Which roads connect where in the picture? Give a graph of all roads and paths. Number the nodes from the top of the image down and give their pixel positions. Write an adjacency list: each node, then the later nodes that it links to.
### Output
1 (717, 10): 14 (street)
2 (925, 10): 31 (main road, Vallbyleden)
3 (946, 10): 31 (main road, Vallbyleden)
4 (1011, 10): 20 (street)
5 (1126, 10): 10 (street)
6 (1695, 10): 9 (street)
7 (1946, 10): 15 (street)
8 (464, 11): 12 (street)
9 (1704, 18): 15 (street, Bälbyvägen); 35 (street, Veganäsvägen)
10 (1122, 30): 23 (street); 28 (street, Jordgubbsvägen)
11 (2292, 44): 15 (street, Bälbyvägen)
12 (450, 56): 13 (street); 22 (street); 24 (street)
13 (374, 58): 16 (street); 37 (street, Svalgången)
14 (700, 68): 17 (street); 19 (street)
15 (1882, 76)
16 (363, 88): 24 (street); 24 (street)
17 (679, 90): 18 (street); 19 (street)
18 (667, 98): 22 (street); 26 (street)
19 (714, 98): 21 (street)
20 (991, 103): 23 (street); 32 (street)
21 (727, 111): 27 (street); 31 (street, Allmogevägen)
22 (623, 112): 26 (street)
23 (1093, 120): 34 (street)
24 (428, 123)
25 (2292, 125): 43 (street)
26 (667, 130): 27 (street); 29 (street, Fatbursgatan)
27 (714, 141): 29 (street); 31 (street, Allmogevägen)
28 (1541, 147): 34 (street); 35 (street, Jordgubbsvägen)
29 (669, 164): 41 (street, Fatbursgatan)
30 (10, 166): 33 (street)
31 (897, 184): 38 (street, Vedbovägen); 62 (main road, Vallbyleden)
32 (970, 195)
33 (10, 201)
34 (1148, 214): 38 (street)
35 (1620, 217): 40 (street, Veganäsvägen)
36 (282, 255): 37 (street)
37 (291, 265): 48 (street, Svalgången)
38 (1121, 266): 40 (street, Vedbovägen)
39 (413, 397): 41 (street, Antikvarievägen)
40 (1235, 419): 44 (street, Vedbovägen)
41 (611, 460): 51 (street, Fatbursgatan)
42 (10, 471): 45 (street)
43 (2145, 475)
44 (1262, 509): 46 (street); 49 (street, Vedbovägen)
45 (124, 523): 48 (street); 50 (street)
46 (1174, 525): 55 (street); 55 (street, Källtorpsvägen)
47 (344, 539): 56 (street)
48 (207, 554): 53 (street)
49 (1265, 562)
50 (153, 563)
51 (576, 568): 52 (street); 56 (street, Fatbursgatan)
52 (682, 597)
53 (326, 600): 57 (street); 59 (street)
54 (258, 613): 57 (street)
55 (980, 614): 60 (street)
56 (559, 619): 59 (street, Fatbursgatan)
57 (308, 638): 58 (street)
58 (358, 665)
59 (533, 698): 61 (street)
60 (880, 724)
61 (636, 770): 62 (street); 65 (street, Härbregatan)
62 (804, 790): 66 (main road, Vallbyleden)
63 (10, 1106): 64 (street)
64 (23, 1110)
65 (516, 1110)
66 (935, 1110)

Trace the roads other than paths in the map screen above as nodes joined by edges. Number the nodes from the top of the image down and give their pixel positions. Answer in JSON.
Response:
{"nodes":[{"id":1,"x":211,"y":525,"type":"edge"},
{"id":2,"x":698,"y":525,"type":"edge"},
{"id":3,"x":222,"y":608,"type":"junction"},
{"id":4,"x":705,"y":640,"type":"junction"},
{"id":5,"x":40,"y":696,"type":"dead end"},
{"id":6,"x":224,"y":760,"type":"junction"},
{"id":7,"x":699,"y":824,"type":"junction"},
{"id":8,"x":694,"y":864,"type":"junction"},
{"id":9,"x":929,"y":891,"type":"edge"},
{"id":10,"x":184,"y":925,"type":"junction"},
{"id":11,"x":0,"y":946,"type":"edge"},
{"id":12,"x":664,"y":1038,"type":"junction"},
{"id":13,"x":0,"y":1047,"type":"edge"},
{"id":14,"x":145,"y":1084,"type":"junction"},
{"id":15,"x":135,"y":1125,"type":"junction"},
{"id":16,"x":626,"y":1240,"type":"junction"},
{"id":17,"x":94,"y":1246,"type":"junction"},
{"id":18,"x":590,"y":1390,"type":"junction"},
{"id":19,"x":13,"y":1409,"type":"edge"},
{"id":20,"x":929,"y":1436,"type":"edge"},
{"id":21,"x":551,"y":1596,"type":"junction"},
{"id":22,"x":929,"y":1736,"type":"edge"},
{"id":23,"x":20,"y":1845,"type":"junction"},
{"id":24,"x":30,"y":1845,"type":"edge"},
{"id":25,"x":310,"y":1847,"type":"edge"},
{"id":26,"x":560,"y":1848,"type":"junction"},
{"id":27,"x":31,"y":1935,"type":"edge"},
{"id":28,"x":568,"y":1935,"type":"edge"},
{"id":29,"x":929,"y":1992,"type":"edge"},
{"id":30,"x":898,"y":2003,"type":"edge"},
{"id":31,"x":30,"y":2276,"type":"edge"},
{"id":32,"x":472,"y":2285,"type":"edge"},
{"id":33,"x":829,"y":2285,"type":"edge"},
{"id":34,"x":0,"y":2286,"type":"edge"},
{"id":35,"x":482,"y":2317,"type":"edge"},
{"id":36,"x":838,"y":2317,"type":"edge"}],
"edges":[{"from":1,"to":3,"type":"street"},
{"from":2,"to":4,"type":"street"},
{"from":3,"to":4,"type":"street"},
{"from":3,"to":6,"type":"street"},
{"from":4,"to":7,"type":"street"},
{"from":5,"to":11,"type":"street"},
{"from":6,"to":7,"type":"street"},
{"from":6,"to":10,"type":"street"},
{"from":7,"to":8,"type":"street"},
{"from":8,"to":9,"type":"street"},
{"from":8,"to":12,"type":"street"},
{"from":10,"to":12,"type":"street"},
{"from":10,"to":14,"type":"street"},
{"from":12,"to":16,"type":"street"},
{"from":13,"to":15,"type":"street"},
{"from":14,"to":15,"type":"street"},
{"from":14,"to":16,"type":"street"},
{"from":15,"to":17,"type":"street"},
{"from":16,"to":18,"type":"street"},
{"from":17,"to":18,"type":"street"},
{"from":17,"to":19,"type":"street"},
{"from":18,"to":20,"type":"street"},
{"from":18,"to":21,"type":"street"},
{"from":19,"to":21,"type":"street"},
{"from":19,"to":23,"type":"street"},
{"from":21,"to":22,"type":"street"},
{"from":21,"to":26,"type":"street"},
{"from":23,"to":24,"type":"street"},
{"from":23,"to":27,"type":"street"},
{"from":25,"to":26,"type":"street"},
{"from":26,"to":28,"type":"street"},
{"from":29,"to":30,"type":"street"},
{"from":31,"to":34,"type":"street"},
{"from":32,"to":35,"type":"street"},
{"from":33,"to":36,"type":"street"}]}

⁂

EXERCISE AIM: Reply by returning the full set of records above exactly.

WRITTEN ANSWER:
Which roads connect where in the picture? Give a graph of all roads and paths. Number the nodes from the top of the image down and give their pixel positions. Write an adjacency list: each node, then the later nodes that it links to.
### Output
1 (717, 10): 14 (street)
2 (925, 10): 31 (main road, Vallbyleden)
3 (946, 10): 31 (main road, Vallbyleden)
4 (1011, 10): 20 (street)
5 (1126, 10): 10 (street)
6 (1695, 10): 9 (street)
7 (1946, 10): 15 (street)
8 (464, 11): 12 (street)
9 (1704, 18): 15 (street, Bälbyvägen); 35 (street, Veganäsvägen)
10 (1122, 30): 23 (street); 28 (street, Jordgubbsvägen)
11 (2292, 44): 15 (street, Bälbyvägen)
12 (450, 56): 13 (street); 22 (street); 24 (street)
13 (374, 58): 16 (street); 37 (street, Svalgången)
14 (700, 68): 17 (street); 19 (street)
15 (1882, 76)
16 (363, 88): 24 (street); 24 (street)
17 (679, 90): 18 (street); 19 (street)
18 (667, 98): 22 (street); 26 (street)
19 (714, 98): 21 (street)
20 (991, 103): 23 (street); 32 (street)
21 (727, 111): 27 (street); 31 (street, Allmogevägen)
22 (623, 112): 26 (street)
23 (1093, 120): 34 (street)
24 (428, 123)
25 (2292, 125): 43 (street)
26 (667, 130): 27 (street); 29 (street, Fatbursgatan)
27 (714, 141): 29 (street); 31 (street, Allmogevägen)
28 (1541, 147): 34 (street); 35 (street, Jordgubbsvägen)
29 (669, 164): 41 (street, Fatbursgatan)
30 (10, 166): 33 (street)
31 (897, 184): 38 (street, Vedbovägen); 62 (main road, Vallbyleden)
32 (970, 195)
33 (10, 201)
34 (1148, 214): 38 (street)
35 (1620, 217): 40 (street, Veganäsvägen)
36 (282, 255): 37 (street)
37 (291, 265): 48 (street, Svalgången)
38 (1121, 266): 40 (street, Vedbovägen)
39 (413, 397): 41 (street, Antikvarievägen)
40 (1235, 419): 44 (street, Vedbovägen)
41 (611, 460): 51 (street, Fatbursgatan)
42 (10, 471): 45 (street)
43 (2145, 475)
44 (1262, 509): 46 (street); 49 (street, Vedbovägen)
45 (124, 523): 48 (street); 50 (street)
46 (1174, 525): 55 (street); 55 (street, Källtorpsvägen)
47 (344, 539): 56 (street)
48 (207, 554): 53 (street)
49 (1265, 562)
50 (153, 563)
51 (576, 568): 52 (street); 56 (street, Fatbursgatan)
52 (682, 597)
53 (326, 600): 57 (street); 59 (street)
54 (258, 613): 57 (street)
55 (980, 614): 60 (street)
56 (559, 619): 59 (street, Fatbursgatan)
57 (308, 638): 58 (street)
58 (358, 665)
59 (533, 698): 61 (street)
60 (880, 724)
61 (636, 770): 62 (street); 65 (street, Härbregatan)
62 (804, 790): 66 (main road, Vallbyleden)
63 (10, 1106): 64 (street)
64 (23, 1110)
65 (516, 1110)
66 (935, 1110)

Trace the roads other than paths in the map screen above as nodes joined by edges. Number the nodes from the top of the image down and give their pixel positions. Answer in JSON.
Response:
{"nodes":[{"id":1,"x":211,"y":525,"type":"edge"},
{"id":2,"x":698,"y":525,"type":"edge"},
{"id":3,"x":222,"y":608,"type":"junction"},
{"id":4,"x":705,"y":640,"type":"junction"},
{"id":5,"x":40,"y":696,"type":"dead end"},
{"id":6,"x":224,"y":760,"type":"junction"},
{"id":7,"x":699,"y":824,"type":"junction"},
{"id":8,"x":694,"y":864,"type":"junction"},
{"id":9,"x":929,"y":891,"type":"edge"},
{"id":10,"x":184,"y":925,"type":"junction"},
{"id":11,"x":0,"y":946,"type":"edge"},
{"id":12,"x":664,"y":1038,"type":"junction"},
{"id":13,"x":0,"y":1047,"type":"edge"},
{"id":14,"x":145,"y":1084,"type":"junction"},
{"id":15,"x":135,"y":1125,"type":"junction"},
{"id":16,"x":626,"y":1240,"type":"junction"},
{"id":17,"x":94,"y":1246,"type":"junction"},
{"id":18,"x":590,"y":1390,"type":"junction"},
{"id":19,"x":13,"y":1409,"type":"edge"},
{"id":20,"x":929,"y":1436,"type":"edge"},
{"id":21,"x":551,"y":1596,"type":"junction"},
{"id":22,"x":929,"y":1736,"type":"edge"},
{"id":23,"x":20,"y":1845,"type":"junction"},
{"id":24,"x":30,"y":1845,"type":"edge"},
{"id":25,"x":310,"y":1847,"type":"edge"},
{"id":26,"x":560,"y":1848,"type":"junction"},
{"id":27,"x":31,"y":1935,"type":"edge"},
{"id":28,"x":568,"y":1935,"type":"edge"},
{"id":29,"x":929,"y":1992,"type":"edge"},
{"id":30,"x":898,"y":2003,"type":"edge"},
{"id":31,"x":30,"y":2276,"type":"edge"},
{"id":32,"x":472,"y":2285,"type":"edge"},
{"id":33,"x":829,"y":2285,"type":"edge"},
{"id":34,"x":0,"y":2286,"type":"edge"},
{"id":35,"x":482,"y":2317,"type":"edge"},
{"id":36,"x":838,"y":2317,"type":"edge"}],
"edges":[{"from":1,"to":3,"type":"street"},
{"from":2,"to":4,"type":"street"},
{"from":3,"to":4,"type":"street"},
{"from":3,"to":6,"type":"street"},
{"from":4,"to":7,"type":"street"},
{"from":5,"to":11,"type":"street"},
{"from":6,"to":7,"type":"street"},
{"from":6,"to":10,"type":"street"},
{"from":7,"to":8,"type":"street"},
{"from":8,"to":9,"type":"street"},
{"from":8,"to":12,"type":"street"},
{"from":10,"to":12,"type":"street"},
{"from":10,"to":14,"type":"street"},
{"from":12,"to":16,"type":"street"},
{"from":13,"to":15,"type":"street"},
{"from":14,"to":15,"type":"street"},
{"from":14,"to":16,"type":"street"},
{"from":15,"to":17,"type":"street"},
{"from":16,"to":18,"type":"street"},
{"from":17,"to":18,"type":"street"},
{"from":17,"to":19,"type":"street"},
{"from":18,"to":20,"type":"street"},
{"from":18,"to":21,"type":"street"},
{"from":19,"to":21,"type":"street"},
{"from":19,"to":23,"type":"street"},
{"from":21,"to":22,"type":"street"},
{"from":21,"to":26,"type":"street"},
{"from":23,"to":24,"type":"street"},
{"from":23,"to":27,"type":"street"},
{"from":25,"to":26,"type":"street"},
{"from":26,"to":28,"type":"street"},
{"from":29,"to":30,"type":"street"},
{"from":31,"to":34,"type":"street"},
{"from":32,"to":35,"type":"street"},
{"from":33,"to":36,"type":"street"}]}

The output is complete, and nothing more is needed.